> -----Original Message----- > From: Samir Faci [mailto:[EMAIL PROTECTED] > Sent: August 6, 2004 4:28 PM > To: [EMAIL PROTECTED] > Subject: [squid-users] Configuring Squid to work with squidGuard... > > > I have squidGuard working (i believe) If i issue the following command: > > echo "http://www.zzm.com 64.125.84.23/- - GET" | squidGuard > -c /etc/squidguard.conf -d
> Angela Burrell wrote: > Why are you using that command?
I use squidGuard too and I couldn't really follow this approach...
Personally what I do is run squidGuard -C all (to recompile the databases when I add a site.)
I did this only the first time as I have some uncompiled small databases, e.g. a whitelist which allows me to enable sites very quickly. I prefer to specify the database to compile.
Then I do squid -k reconfigure (which restarts squid) and squid automatically starts squidGuard.
This is very dangerous if the permissions on the databases are wrong.
I have managed to crash a squid with at least 300 users online in the middle of a day.
Then look at the log files and verify that it's running (last line is "squidGuard ready for requests")
Squidguard needs rw-Permissions on the database-files. Double check the permissions especially if the database compilation is done as root.

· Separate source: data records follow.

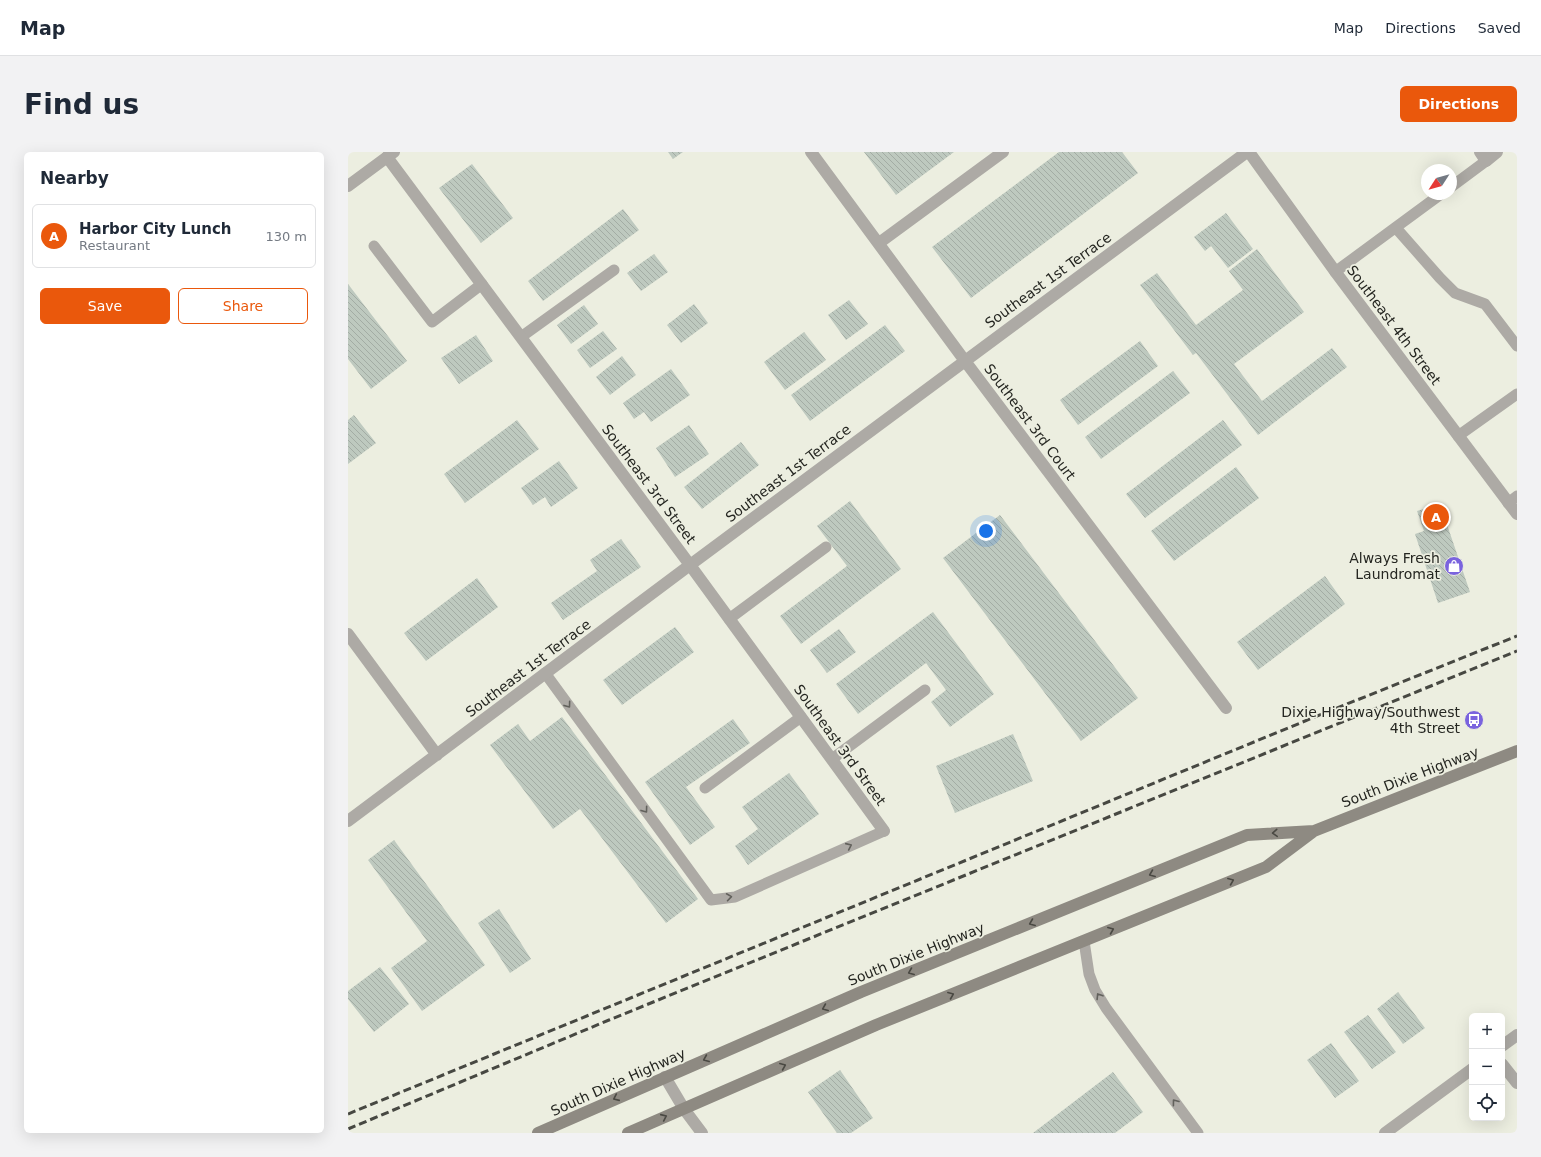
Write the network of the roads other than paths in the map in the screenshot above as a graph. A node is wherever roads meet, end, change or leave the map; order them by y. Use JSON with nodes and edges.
{"nodes":[{"id":1,"x":811,"y":152,"type":"edge"},
{"id":2,"x":1003,"y":152,"type":"edge"},
{"id":3,"x":1248,"y":152,"type":"edge"},
{"id":4,"x":1498,"y":152,"type":"edge"},
{"id":5,"x":390,"y":154,"type":"edge"},
{"id":6,"x":1483,"y":156,"type":"edge"},
{"id":7,"x":1457,"y":181,"type":"edge"},
{"id":8,"x":348,"y":186,"type":"edge"},
{"id":9,"x":1433,"y":200,"type":"edge"},
{"id":10,"x":1396,"y":228,"type":"junction"},
{"id":11,"x":878,"y":244,"type":"junction"},
{"id":12,"x":374,"y":246,"type":"dead end"},
{"id":13,"x":614,"y":270,"type":"dead end"},
{"id":14,"x":1335,"y":272,"type":"junction"},
{"id":15,"x":482,"y":284,"type":"junction"},
{"id":16,"x":521,"y":337,"type":"junction"},
{"id":17,"x":1517,"y":346,"type":"edge"},
{"id":18,"x":965,"y":361,"type":"junction"},
{"id":19,"x":1517,"y":394,"type":"edge"},
{"id":20,"x":1458,"y":436,"type":"junction"},
{"id":21,"x":1513,"y":500,"type":"edge"},
{"id":22,"x":1517,"y":514,"type":"edge"},
{"id":23,"x":826,"y":547,"type":"dead end"},
{"id":24,"x":690,"y":564,"type":"junction"},
{"id":25,"x":729,"y":618,"type":"junction"},
{"id":26,"x":348,"y":634,"type":"edge"},
{"id":27,"x":546,"y":673,"type":"junction"},
{"id":28,"x":925,"y":690,"type":"dead end"},
{"id":29,"x":1226,"y":708,"type":"dead end"},
{"id":30,"x":801,"y":717,"type":"junction"},
{"id":31,"x":1517,"y":751,"type":"edge"},
{"id":32,"x":437,"y":755,"type":"junction"},
{"id":33,"x":832,"y":759,"type":"junction"},
{"id":34,"x":705,"y":788,"type":"dead end"},
{"id":35,"x":348,"y":821,"type":"edge"},
{"id":36,"x":884,"y":831,"type":"joint"},
{"id":37,"x":1314,"y":831,"type":"junction"},
{"id":38,"x":1084,"y":941,"type":"junction"},
{"id":39,"x":1517,"y":1035,"type":"edge"},
{"id":40,"x":1505,"y":1044,"type":"edge"},
{"id":41,"x":1505,"y":1068,"type":"edge"},
{"id":42,"x":1469,"y":1070,"type":"edge"},
{"id":43,"x":665,"y":1077,"type":"junction"},
{"id":44,"x":1517,"y":1083,"type":"edge"},
{"id":45,"x":684,"y":1108,"type":"junction"},
{"id":46,"x":538,"y":1133,"type":"edge"},
{"id":47,"x":628,"y":1133,"type":"edge"},
{"id":48,"x":702,"y":1133,"type":"edge"},
{"id":49,"x":1198,"y":1133,"type":"edge"},
{"id":50,"x":1385,"y":1133,"type":"edge"}],
"edges":[{"from":1,"to":11,"type":"street","name":"Southeast 3rd Court"},
{"from":2,"to":11,"type":"street"},
{"from":3,"to":14,"type":"street","name":"Southeast 4th Street"},
{"from":3,"to":18,"type":"street","name":"Southeast 1st Terrace"},
{"from":4,"to":6,"type":"street"},
{"from":5,"to":8,"type":"street"},
{"from":5,"to":15,"type":"street","name":"Southeast 3rd Street"},
{"from":6,"to":7,"type":"lane"},
{"from":9,"to":10,"type":"lane"},
{"from":10,"to":14,"type":"lane"},
{"from":10,"to":17,"type":"lane"},
{"from":11,"to":18,"type":"street","name":"Southeast 3rd Court"},
{"from":12,"to":15,"type":"lane"},
{"from":13,"to":16,"type":"lane"},
{"from":14,"to":20,"type":"street","name":"Southeast 4th Street"},
{"from":15,"to":16,"type":"street","name":"Southeast 3rd Street"},
{"from":16,"to":24,"type":"street","name":"Southeast 3rd Street"},
{"from":18,"to":24,"type":"street","name":"Southeast 1st Terrace"},
{"from":18,"to":29,"type":"street","name":"Southeast 3rd Court"},
{"from":19,"to":20,"type":"lane"},
{"from":20,"to":21,"type":"street","name":"Southeast 4th Street"},
{"from":21,"to":22,"type":"street","name":"Southeast 4th Street"},
{"from":23,"to":25,"type":"lane"},
{"from":24,"to":25,"type":"street","name":"Southeast 3rd Street"},
{"from":24,"to":27,"type":"street","name":"Southeast 1st Terrace"},
{"from":25,"to":30,"type":"street","name":"Southeast 3rd Street"},
{"from":26,"to":32,"type":"street"},
{"from":27,"to":32,"type":"street","name":"Southeast 1st Terrace"},
{"from":27,"to":36,"type":"lane","one_way":true},
{"from":28,"to":33,"type":"lane"},
{"from":30,"to":33,"type":"street","name":"Southeast 3rd Street"},
{"from":30,"to":34,"type":"lane"},
{"from":31,"to":37,"type":"main road","name":"South Dixie Highway"},
{"from":32,"to":35,"type":"street","name":"Southeast 1st Terrace"},
{"from":33,"to":36,"type":"street","name":"Southeast 3rd Street"},
{"from":38,"to":37,"type":"main road","name":"South Dixie Highway","one_way":true},
{"from":37,"to":43,"type":"main road","name":"South Dixie Highway","one_way":true},
{"from":45,"to":38,"type":"main road","name":"South Dixie Highway","one_way":true},
{"from":49,"to":38,"type":"lane","one_way":true},
{"from":39,"to":40,"type":"street"},
{"from":41,"to":44,"type":"street"},
{"from":42,"to":50,"type":"street"},
{"from":43,"to":45,"type":"street"},
{"from":43,"to":46,"type":"main road","name":"South Dixie Highway","one_way":true},
{"from":47,"to":45,"type":"main road","name":"South Dixie Highway","one_way":true},
{"from":45,"to":48,"type":"street"}]}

A safe way ist to start squidGuard as the squid-user logging to stdout/stderr.
su - proxy 'squidGuard -d'
If you see "squidGuard ready for requests" there, you will see it in the logfiles after the reconfigure.
Now go to a web browser on a client and try to access a blocked site. You should be shown a error page or redirected (whatever you configured it to do).
Recap: 1. squidGuard -C all (as root) 2. squid -k reconfigure 3. check to make sure squidGuard is running 4. Test with browser 5. if not working, do squid -k kill, then "squid" to start it up again.
In general this is the recipe I used as well and it works, although I did not compile from source. Everything on my machine comes from debian (woody) execpt the kernel (stock kernel did not support the hardware).
Additionally I have modified the page squidGuard is redirecting to. It's now a quick'n'dirty perl-cgi which offers a convenient way to reports false positives.